The webform module is primarily used to create a form that a visitor can fill out, the results of which are stored for future reference. Optionally the form does have the ability to email the results of every submission to an address. A webform is a node. There is one webform node in the system for each webform that you create. The webform module stores it's results in it's own set of tables and provides it's own ways to display them. A single submission of a webform does not create a node, it only creates an entry in webform's tables. Think of it as a really nice way to make a custom contact form and if you ever loose the original email that it sent you, you can log in and see the result of the form subimission on your site.

CCK on the other hand is used to define a type of node. The form that is generated as a result of the definition stores it's results as a node in the system, every time it is submitted. As nodes are our basic content structure in Drupal, CCK gives us control over these structures. It lets us define different content objects and what content they will store. With theming we can control how these objects are displayed. With modules (and other ways), it is even possible to limit (or change) what data is displayed to a given user based on access level (which in Drupal is called a user's roll) or even create displays for a specific user. If nodes are the basic content object in Drupal you can think of CCK as the most common tool used to define those objects (nodes).

5)To the question of normalization the answer is yes and no. There are modules that work with other modules and all modules communicate with core via the api. Some modules, such as views, have their own api and hooks that allow other modules to "expose" the data that they store to views in a meaningful way that views understands. Conversely, the last time I dug deep into how the webform module stored it's results, webform dealt with it's own data and other than the fact that I could write code to query the tables webform used, the module did not provide a mechanism to costomize the display of those results. At that time views was not able to "query" webform tables either. Things may have changed though.

There is another tutorial needed how to create a page of tabular data?

The answer to this really depends on where the data is coming from. What type of data? Where is it stored? If the data is stored in nodes then the answer is to use the views module.

I wish there was a tutorial I could point you to that would answer all your questions. I don't know of one. The site you are describing is a fairly large design. I personally would spend a week (or more) just defining the bulk of it. It can be done with Drupal. Drupal is infinitely extensible. Which way you choose to do some things is going to dictate what options you have to do others.

jdugger’s picture

Thank you for your response you have helped clear up a few things.
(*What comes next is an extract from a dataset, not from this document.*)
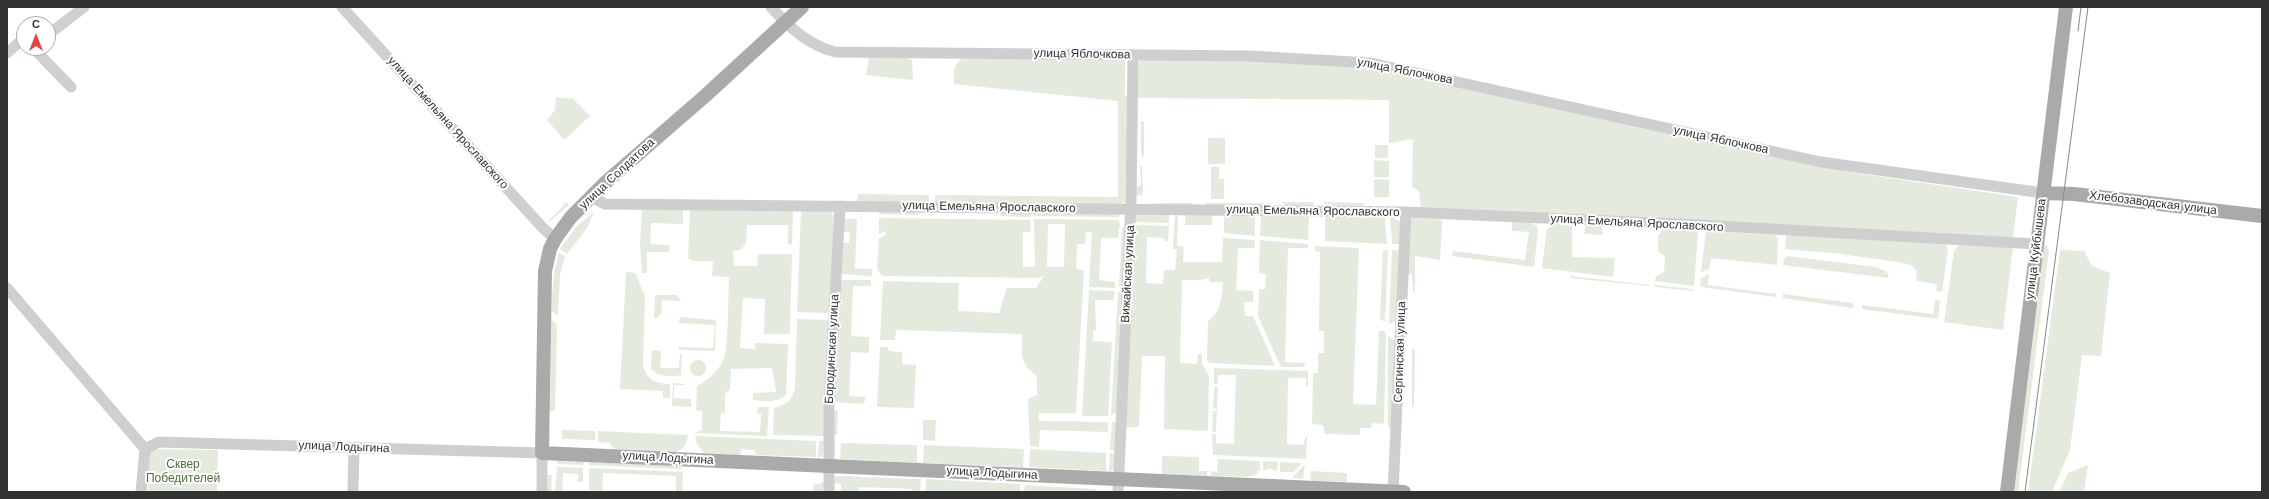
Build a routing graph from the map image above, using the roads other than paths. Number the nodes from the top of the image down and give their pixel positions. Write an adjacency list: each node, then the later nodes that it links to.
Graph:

Webform will not work for my needs.

CCK and Views may work if I can build the form as a collection of nodes that have been extended using taxonomy and new CCK fields. Again maybe I am not seeing it, but I need to create a single form that will have over 100 fields. These fields will need to be divided or associated in groups. But the users will need to refer to and be presented with this information in a single form. Also The form will already exist. Users will just "edit" it (in others words they won't go to create content menu and pick it out of a list of content types). There will be no need to create more than one of these forms per project.

The drawback is that I don't know of a way to not have to create hundreds of content types all for the purpose of filling out one form. Now compound that by 4 different forms of equal complexity for different purposes and hopefully you can see my problem. Do I still have it wrong?

I agree the that I don't even know the right question to ask in many cases because I don't understand completely how Drupal's structure works or it's jargon yet. I have worked with databases for 20 years in various application settings other than the internet. I am new to scripting languages. I know XHTML and CSS so I am relying heavily on Drupal to work within a php framework and to provide some standardization to the CMS.

Thanks again for your

netwidget

justageek’s picture

Why specifically will Webforms not work?

it sounds like you need one single content type with 100+ cck fields. How they are grouped and displayed will most likely end up being a theme issue, where someone will have to customize your cck field structure, or possibly just css, to make the layout look as necessary. Now, the groups within groups will indeed not be possible through cck interface, as far as I can tell.

I don't know what your budget is, from what I can tell, having this huge content type with 100 fields isn't going to buy you anything, and I'd hire a module developer to write me a module that saves the entire form serialized in the database. If you don't need to search based on certain fields in the form, if it is more like an electronic version of a large paper form, then having a database field for each form field isn't helping you, unless you can build it all through cck, then the help comes from being able to build it all in the browser.

I've used about 10 different open source cms tools, I don't know any that would do what you are asking for concerning these large forms "out of the box".

jdugger’s picture

This is exactly my point. If there is no "out of the box" solution than I need to take a different approach. For most of the other uses of the intranet that I am building, Drupal "out-of-the-box" will work, until I get to these complex forms.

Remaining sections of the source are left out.